Background: The functionality of high-density lipoproteins (HDL) is a better cardiovascular risk predictor than HDL concentrations. One of the key elements of HDL functionality is its apolipoprotein composition. Lecithin-cholesterol acyl transferase (LCAT) and cholesterol-ester transfer protein (CETP) are enzymes involved in HDL-mediated reverse cholesterol transport. This study assessed the concentration and activity of LCAT and CETP in HDL subspecies defined by their content of apolipoproteins E (apoE) and C-III (apoC-III) in humans.
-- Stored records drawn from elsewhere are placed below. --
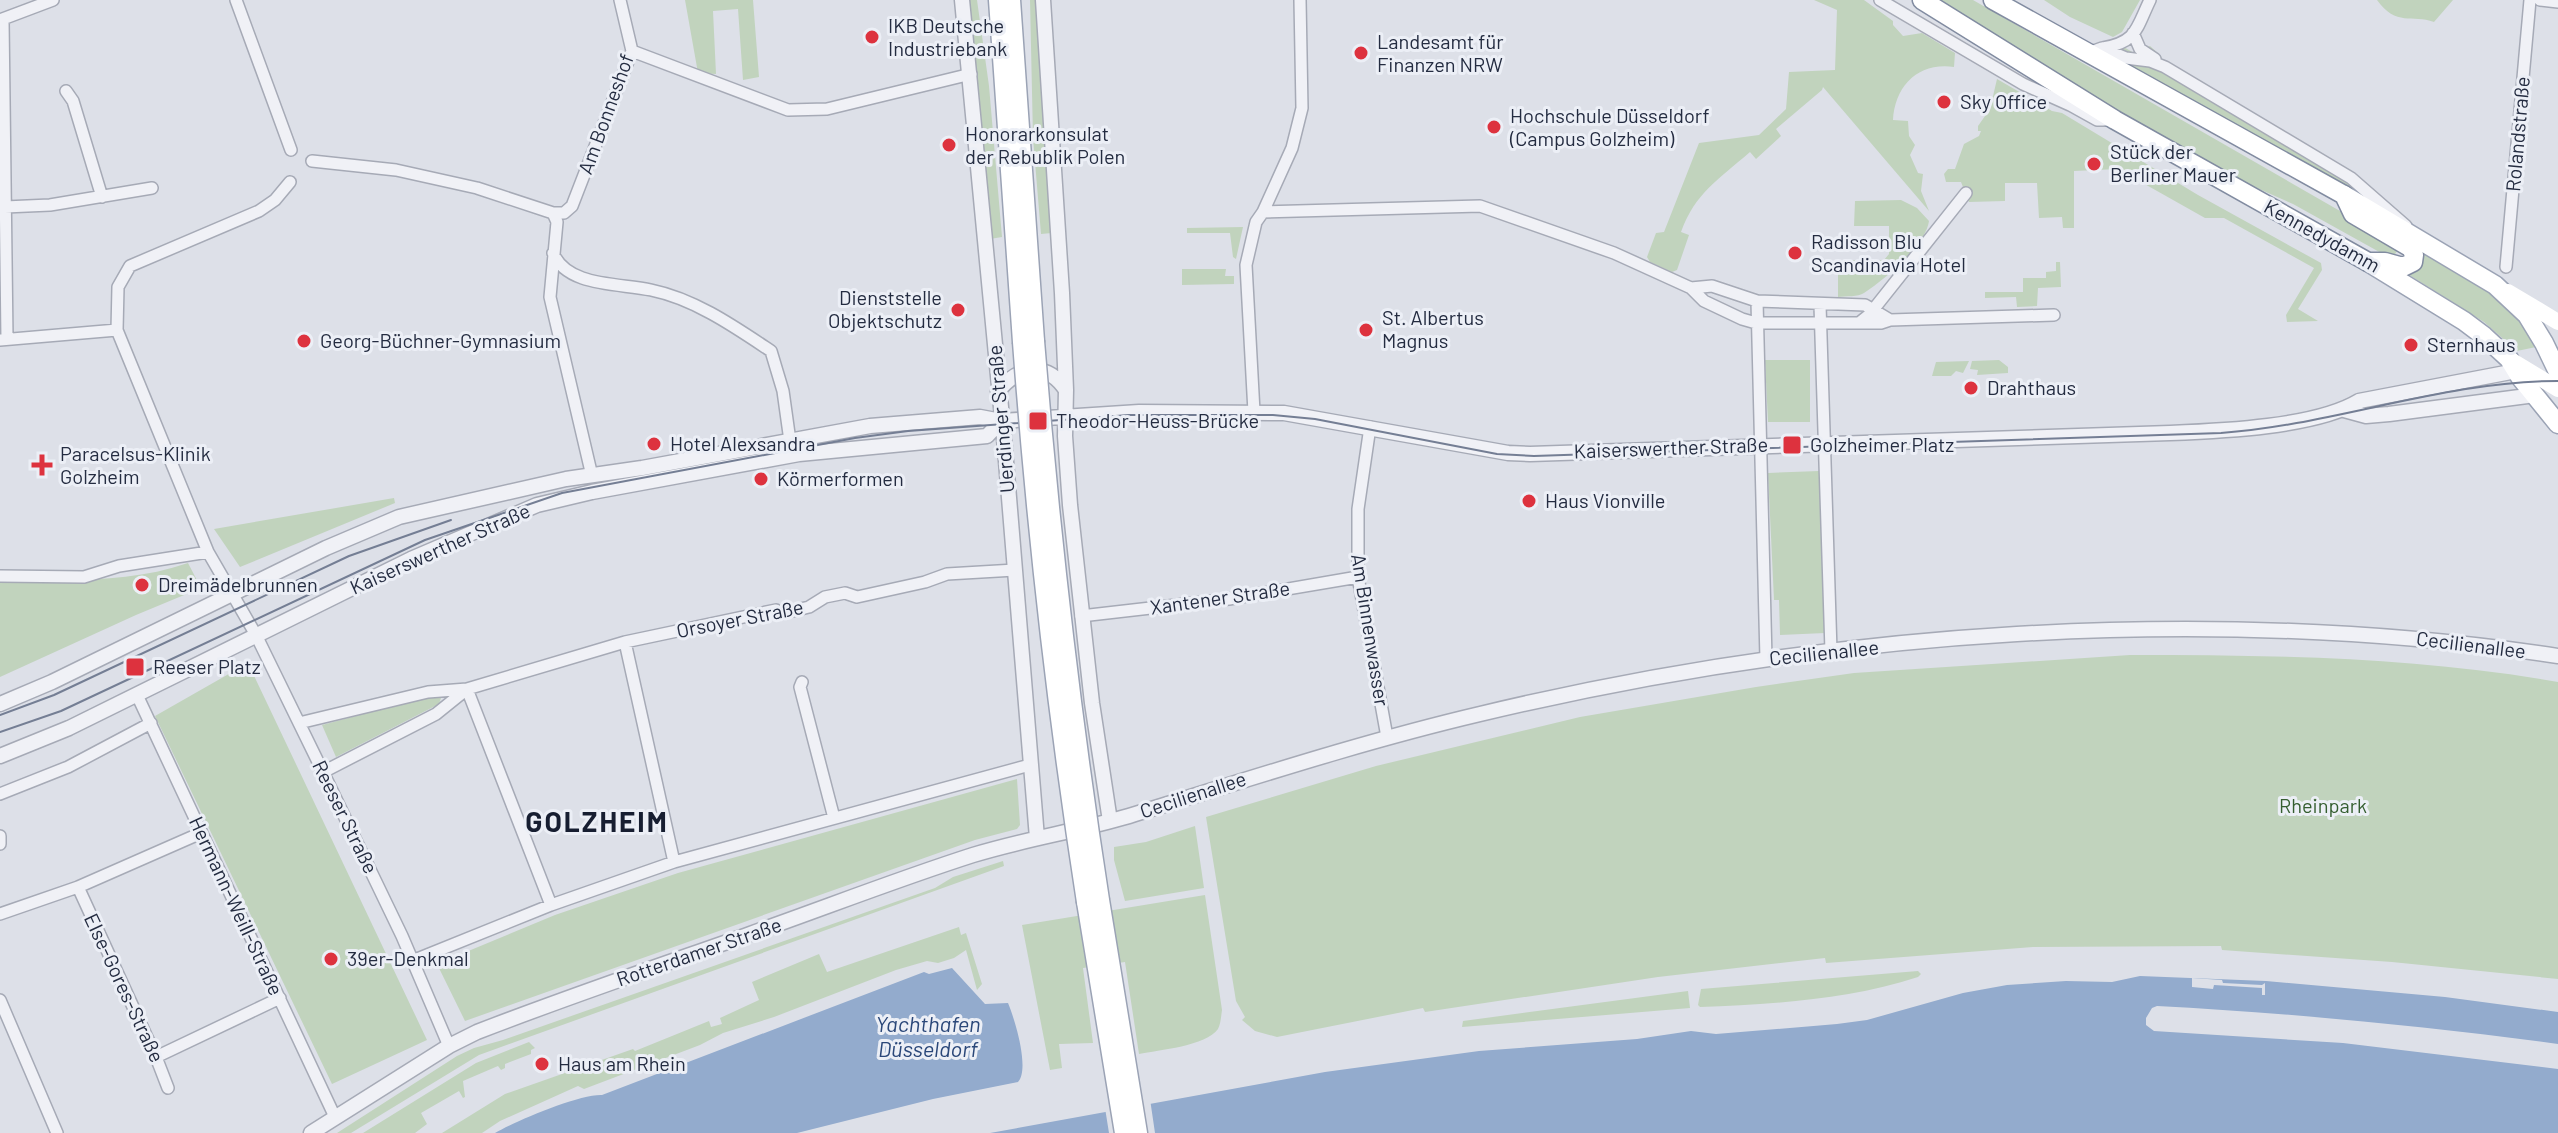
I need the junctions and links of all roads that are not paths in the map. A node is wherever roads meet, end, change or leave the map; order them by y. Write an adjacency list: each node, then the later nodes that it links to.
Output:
1 (53, 0): 18 (street)
2 (236, 0): 28 (street)
3 (620, 0): 22 (street, Am Bonneshof)
4 (962, 0): 25 (street, Uerdinger Straße)
5 (988, 0): 23 (main road)
6 (998, 0): 23 (main road)
7 (1011, 0): 20 (main road)
8 (1018, 0): 20 (main road)
9 (1043, 0): 59 (street)
10 (1300, 0): 37 (street)
11 (1880, 0): 27 (street, Kennedydamm)
12 (1922, 0): 27 (main road, Kennedydamm)
13 (1993, 0): 21 (main road)
14 (2150, 0): 19 (street)
15 (2530, 0): 42 (street, Rolandstraße)
16 (2540, 0): 17 (street)
17 (2558, 2)
18 (2, 20): 30 (street)
19 (2133, 33): 21 (street); 24 (street)
20 (1013, 37): 56 (main road)
21 (2095, 50): 24 (street); 34 (main road)
22 (632, 51): 25 (street); 38 (street, Am Bonneshof)
23 (1002, 67): 56 (main road)
24 (2165, 67): 39 (street)
25 (971, 74): 60 (street, Uerdinger Straße)
26 (66, 91): 35 (street)
27 (2115, 120): 41 (main road, Kennedydamm)
28 (291, 150)
29 (312, 161): 38 (street)
30 (2, 172): 36 (street)
31 (290, 182): 54 (street)
32 (152, 188): 35 (street)
33 (1966, 193): 47 (street)
34 (2344, 195): 39 (main road); 41 (main road)
35 (102, 197): 36 (street)
36 (5, 207): 55 (street)
37 (1263, 212): 44 (street); 64 (street)
38 (553, 213): 40 (street)
39 (2418, 237): 43 (main road)
40 (553, 253): 69 (street); 72 (street)
41 (2368, 262): 58 (main road, Kennedydamm)
42 (2506, 267)
43 (2495, 285): 50 (main road); 57 (main road)
44 (1691, 288): 45 (street); 51 (street)
45 (1757, 301): 46 (street); 51 (street)
46 (1820, 305): 47 (street); 52 (street)
47 (1874, 308): 49 (street); 53 (street)
48 (2054, 315): 49 (street)
49 (1890, 320): 53 (street)
50 (2558, 322)
51 (1756, 323): 52 (street); 71 (street)
52 (1820, 323): 53 (street); 70 (street)
53 (1859, 323)
54 (117, 330): 55 (street); 75 (street, Reeser Straße)
55 (3, 339)
56 (1028, 342): 105 (main road, bridge)
57 (2557, 365): 58 (main road, Kaiserswerther Straße)
58 (2517, 366): 61 (main road); 62 (main road, Kennedydamm); 63 (street, Kaiserswerther Straße)
59 (1066, 390): 60 (street); 65 (street)
60 (998, 391): 66 (street, Uerdinger Straße)
61 (2558, 391): 62 (main road)
62 (2535, 395): 63 (street, Kaiserswerther Straße); 67 (main road, Kennedydamm)
63 (2344, 410): 70 (street, Kaiserswerther Straße)
64 (1254, 412): 65 (street, Kaiserswerther Straße); 68 (street, Kaiserswerther Straße)
65 (1065, 417): 66 (street, Kaiserswerther Straße); 73 (street)
66 (1001, 421): 69 (street, Kaiserswerther Straße); 74 (street, Uerdinger Straße); 81 (street, Kaiserswerther Straße)
67 (2558, 424)
68 (1370, 427): 71 (street, Kaiserswerther Straße); 78 (street, Am Binnenwasser)
69 (790, 441): 72 (street, Kaiserswerther Straße)
70 (1826, 443): 71 (street, Kaiserswerther Straße); 83 (street)
71 (1761, 445): 85 (street)
72 (592, 476): 79 (street, Kaiserswerther Straße)
73 (1070, 505): 74 (street); 80 (street)
74 (1010, 507): 76 (street, Uerdinger Straße)
75 (208, 552): 77 (street); 79 (street, Reeser Straße)
76 (1015, 570): 82 (street, Orsoyer Straße); 94 (street, Uerdinger Straße)
77 (0, 576)
78 (1358, 577): 80 (street, Xantener Straße); 92 (street, Am Binnenwasser)
79 (231, 593): 81 (street, Reeser Straße); 89 (street, Kaiserswerther Straße)
80 (1081, 616): 98 (street)
81 (256, 635): 88 (street, Kaiserswerther Straße); 91 (street, Reeser Straße)
82 (625, 642): 87 (street, Orsoyer Straße); 103 (street)
83 (1831, 651): 84 (street, Cecilienallee); 85 (street, Cecilienallee)
84 (2558, 656)
85 (1766, 659): 92 (street, Cecilienallee)
86 (802, 682): 97 (street)
87 (467, 689): 91 (street, Orsoyer Straße); 95 (street, Orsoyer Straße); 106 (street)
88 (137, 695): 90 (street, Hermann-Weill-Straße); 93 (street, Kaiserswerther Straße)
89 (0, 704)
90 (151, 723): 96 (street); 99 (street, Hermann-Weill-Straße)
91 (299, 723): 95 (street, Reeser Straße)
92 (1387, 737): 98 (street, Cecilienallee)
93 (0, 756)
94 (1030, 765): 97 (street); 101 (street, Uerdinger Straße)
95 (323, 772): 108 (street, Reeser Straße)
96 (0, 794)
97 (834, 818): 103 (street)
98 (1110, 821): 101 (street, Rotterdamer Straße)
99 (201, 833): 104 (street); 109 (street, Hermann-Weill-Straße)
100 (0, 836): 102 (street)
101 (1037, 838): 111 (street, Rotterdamer Straße)
102 (0, 844)
103 (674, 862): 106 (street)
104 (78, 887): 107 (street); 112 (street, Else-Gores-Straße)
105 (1093, 901): 117 (main road); 118 (main road)
106 (551, 905): 108 (street)
107 (0, 914)
108 (412, 961): 111 (street, Reeser Straße)
109 (280, 998): 112 (street); 114 (street, Hermann-Weill-Straße)
110 (0, 1000): 115 (street)
111 (449, 1046): 114 (street, Rotterdamer Straße)
112 (156, 1057): 113 (street, Else-Gores-Straße)
113 (168, 1088)
114 (335, 1117): 116 (street, Rotterdamer Straße)
115 (57, 1133)
116 (311, 1133)
117 (1124, 1133)
118 (1138, 1133)

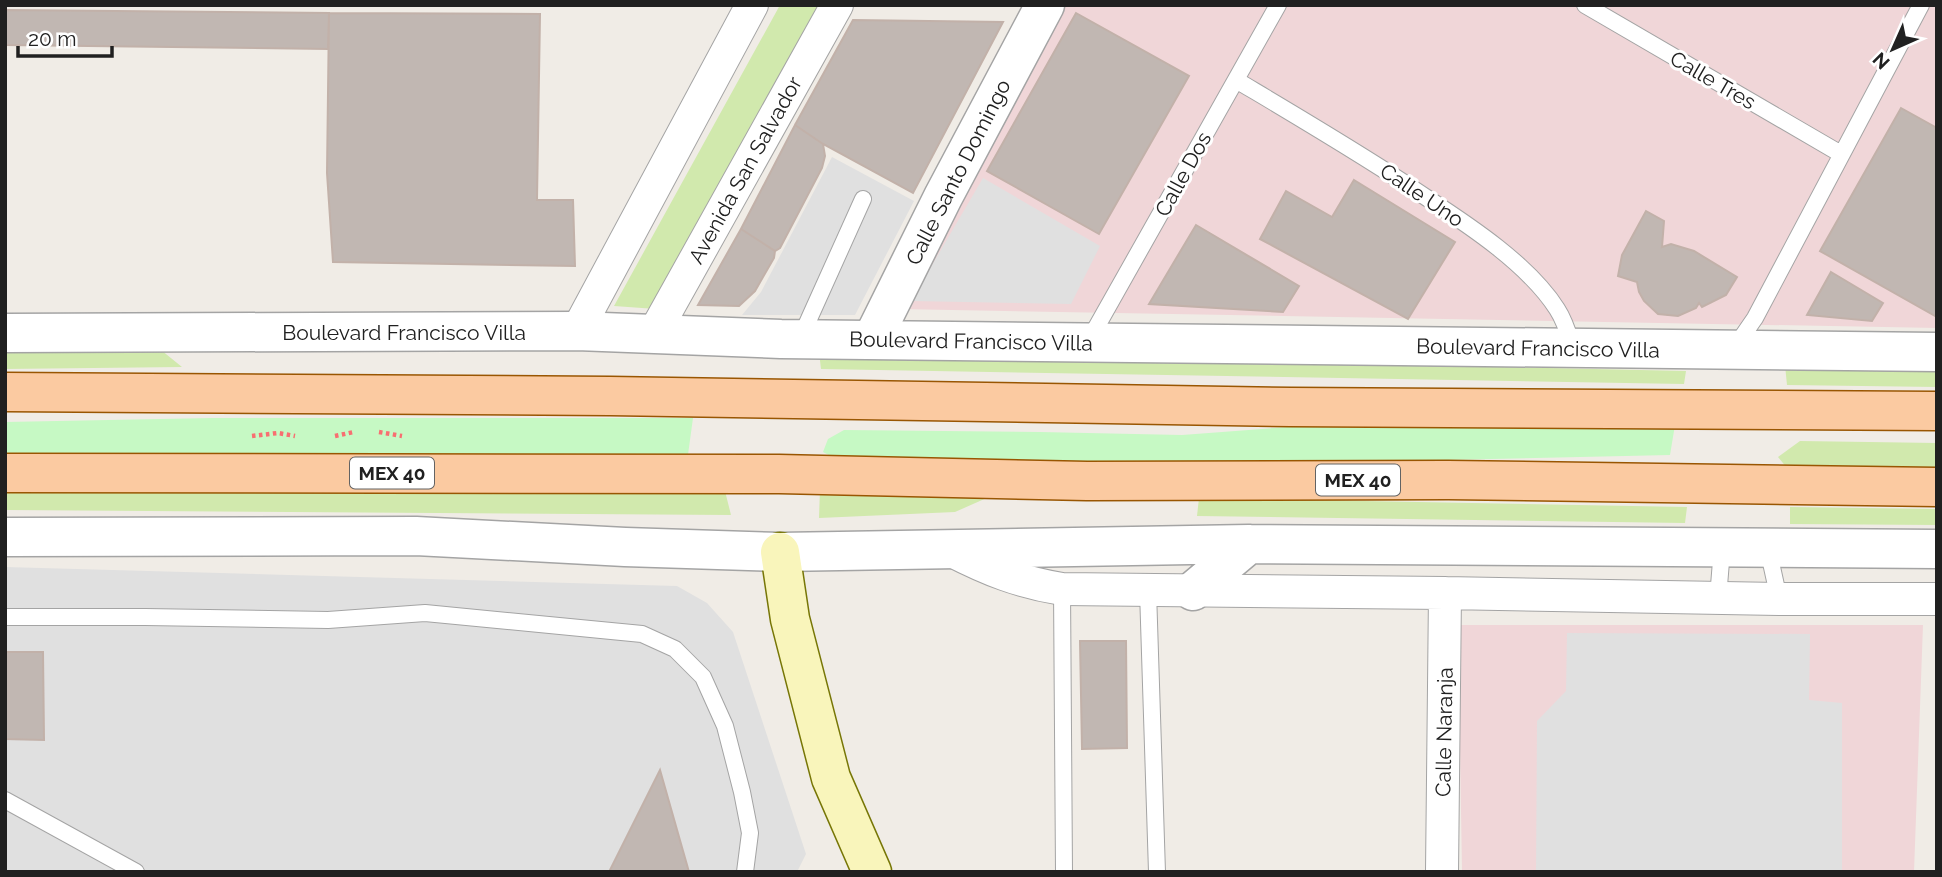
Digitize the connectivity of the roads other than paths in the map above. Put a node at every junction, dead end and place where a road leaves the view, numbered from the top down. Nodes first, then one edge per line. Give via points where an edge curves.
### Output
1 (752, 5) edge
2 (837, 5) edge
3 (1045, 5) edge
4 (1278, 5) edge
5 (1585, 5) edge
6 (1921, 5) edge
7 (1236, 80) junction
8 (1841, 154) junction
9 (863, 199) dead end
10 (577, 331) junction
11 (5, 334) edge
12 (653, 335) junction
13 (800, 339) junction
14 (872, 340) junction
15 (1748, 340) junction
16 (1088, 342) junction
17 (1573, 348) junction
18 (1937, 352) edge
19 (5, 392) edge
20 (1937, 411) edge
21 (5, 472) edge
22 (1937, 487) edge
23 (5, 537) edge
24 (1249, 544) junction
25 (1722, 549) junction
26 (1768, 549) junction
27 (1937, 549) edge
28 (950, 550) junction
29 (780, 552) junction
30 (1062, 589) junction
31 (1148, 591) junction
32 (1193, 591) junction
33 (1445, 593) junction
34 (1718, 598) junction
35 (1937, 598) edge
36 (1779, 599) junction
37 (5, 617) edge
38 (5, 800) edge
39 (136, 872) edge
40 (745, 872) edge
41 (873, 872) edge
42 (1064, 872) edge
43 (1157, 872) edge
44 (1443, 872) edge

1 - 10 street
2 - 12 street, Avenida San Salvador
3 - 14 street, Calle Santo Domingo
4 - 7 lane, Calle Dos
5 - 8 lane, Calle Tres
6 - 8 lane
7 - 16 lane, Calle Dos
7 - 17 lane, Calle Uno via 1364,156 1491,243 1542,288 1558,309
8 - 15 lane
9 - 13 lane
10 - 11 street, Boulevard Francisco Villa
10 - 12 street, Boulevard Francisco Villa
12 - 13 street, Boulevard Francisco Villa
13 - 14 street, Boulevard Francisco Villa
14 - 16 street, Boulevard Francisco Villa
15 - 17 street, Boulevard Francisco Villa
15 - 18 street, Boulevard Francisco Villa
16 - 17 street, Boulevard Francisco Villa
19 - 20 main road
21 - 22 main road, MEX 40 via 779,474 1087,481 1448,480
23 - 29 street via 416,536
24 - 25 street
24 - 28 street
24 - 32 street
25 - 26 street
25 - 34 lane
26 - 27 street
26 - 36 lane
28 - 29 street
28 - 30 street via 1004,576
29 - 41 main road via 790,619 831,778
30 - 31 street
30 - 42 lane
31 - 32 street
31 - 43 lane
32 - 33 street
33 - 34 street
33 - 44 street, Calle Naranja
34 - 36 street
35 - 36 street
37 - 40 lane via 328,620 425,613 642,634 676,649 703,677 725,726 750,833
38 - 39 lane

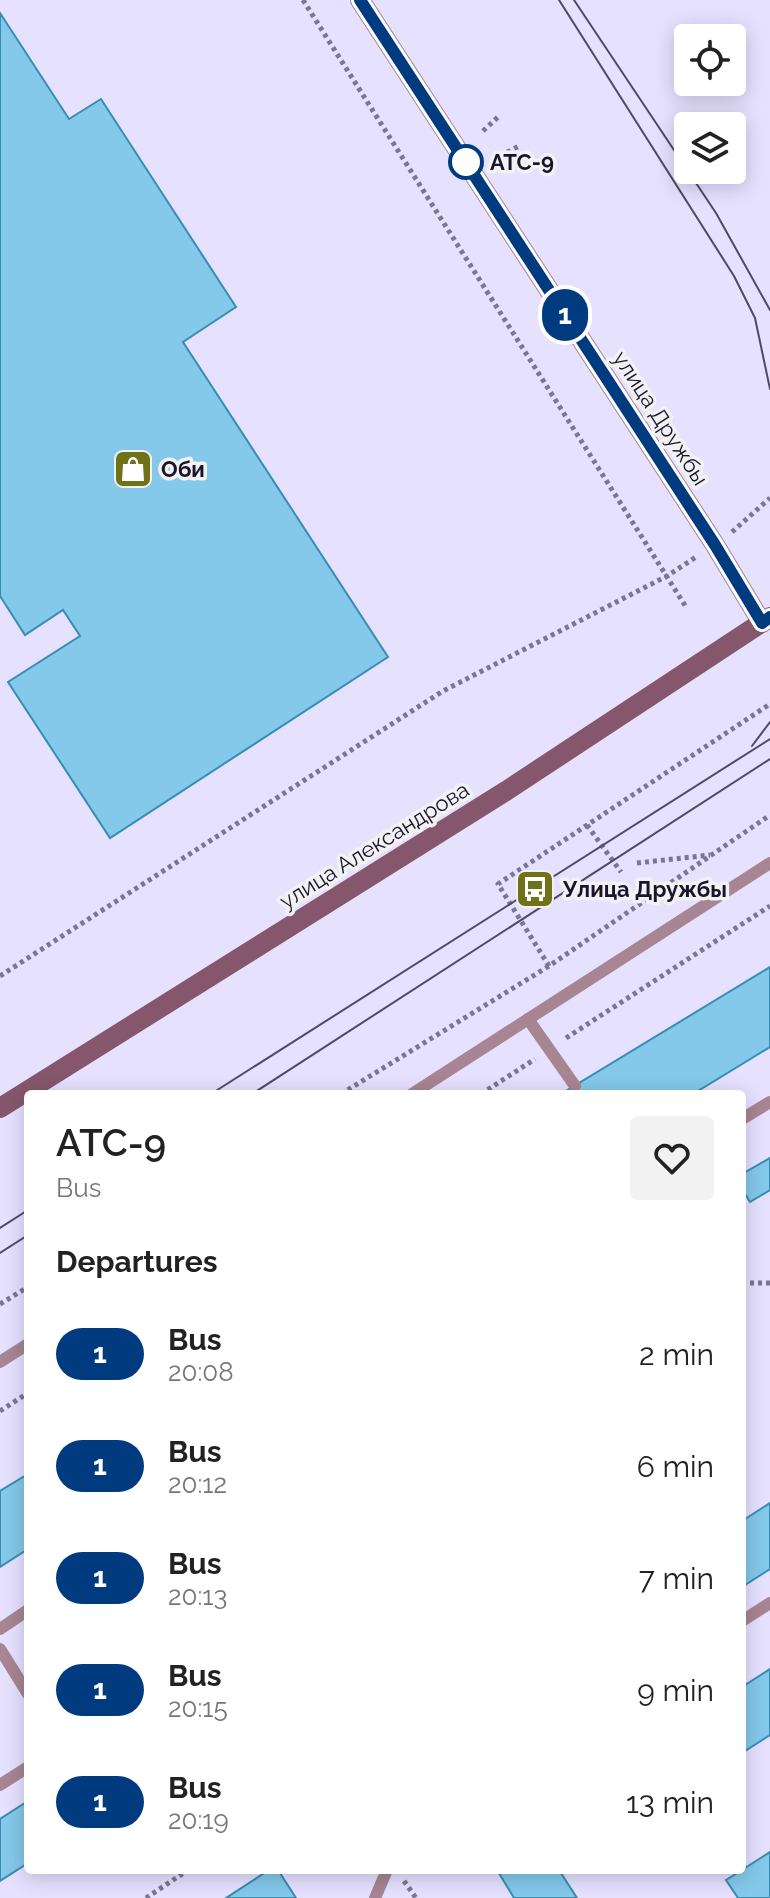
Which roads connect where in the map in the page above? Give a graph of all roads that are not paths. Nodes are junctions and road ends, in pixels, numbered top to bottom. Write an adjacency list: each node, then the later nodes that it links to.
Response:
1 (360, 0): 2 (street, улица Дружбы)
2 (766, 620): 6 (main road, улица Александрова)
3 (770, 863): 4 (lane)
4 (528, 1019): 5 (lane); 7 (lane)
5 (575, 1086)
6 (29, 1090)
7 (418, 1090)
8 (24, 1093): 10 (main road, улица Александрова)
9 (770, 1102): 11 (lane)
10 (0, 1108)
11 (746, 1117)
12 (24, 1347): 13 (lane)
13 (0, 1362)
14 (770, 1603): 16 (lane)
15 (24, 1613): 17 (lane)
16 (746, 1618)
17 (0, 1629)
18 (0, 1649): 19 (lane)
19 (24, 1688)
20 (24, 1770): 21 (lane)
21 (0, 1785)
22 (385, 1874): 23 (lane)
23 (375, 1898)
Methods: Eighteen adults (ten women and eight men, mean age 55.6, BMI 26.9 Kg/m 2 , HbA1c 5.4%) were studied. HDL from each participant were isolated and divided into four subspecies containing respectively: No apoE and no apoC-III (E-C-), apoE but not apoC-III (E + C-), apoC-III but no apoE (E-C+) and both apoE and apoC-III (E + C+). The concentration and enzymatic activity of LCAT and CETP were measured within each HDL subspecies using immunoenzymatic and fluorometric methods. Additionally, the size distribution of HDL in each apolipoprotein-defined fraction was determined using nondenaturing electrophoresis and anti-apoA-I western blotting. Results: HDL without apoE or apoC-III was the predominant HDL subtype. The size distribution of HDL was very similar in all the four apolipoprotein-defined subtypes. LCAT was most abundant in E-C-HDL (3.58 mg/mL, 59.6% of plasma LCAT mass), while HDL with apoE or apoC-III had much less LCAT (19.8, 12.2 and 8.37% of plasma LCAT respectively for E + C-, E-C+ and E + C+). LCAT mass was lower in E + C-HDL relative to E-C-HDL, but LCAT activity was similar in both fractions, signaling a greater activity-to-mass ratio associated with the presence of apoE. Both CETP mass and CETP activity showed only slight variations across HDL subspecies. There was an inverse correlation between plasma LCAT activity and concentrations of both E-C+ pre-beta HDL (r = − 0.55, P = 0.017) and E-C-alpha 1 HDL (r = − 0.49, P = 0.041). Conversely, there was a direct correlation between plasma CETP activity and concentrations of E-C+ alpha 1 HDL (r = 0.52, P = 0.025).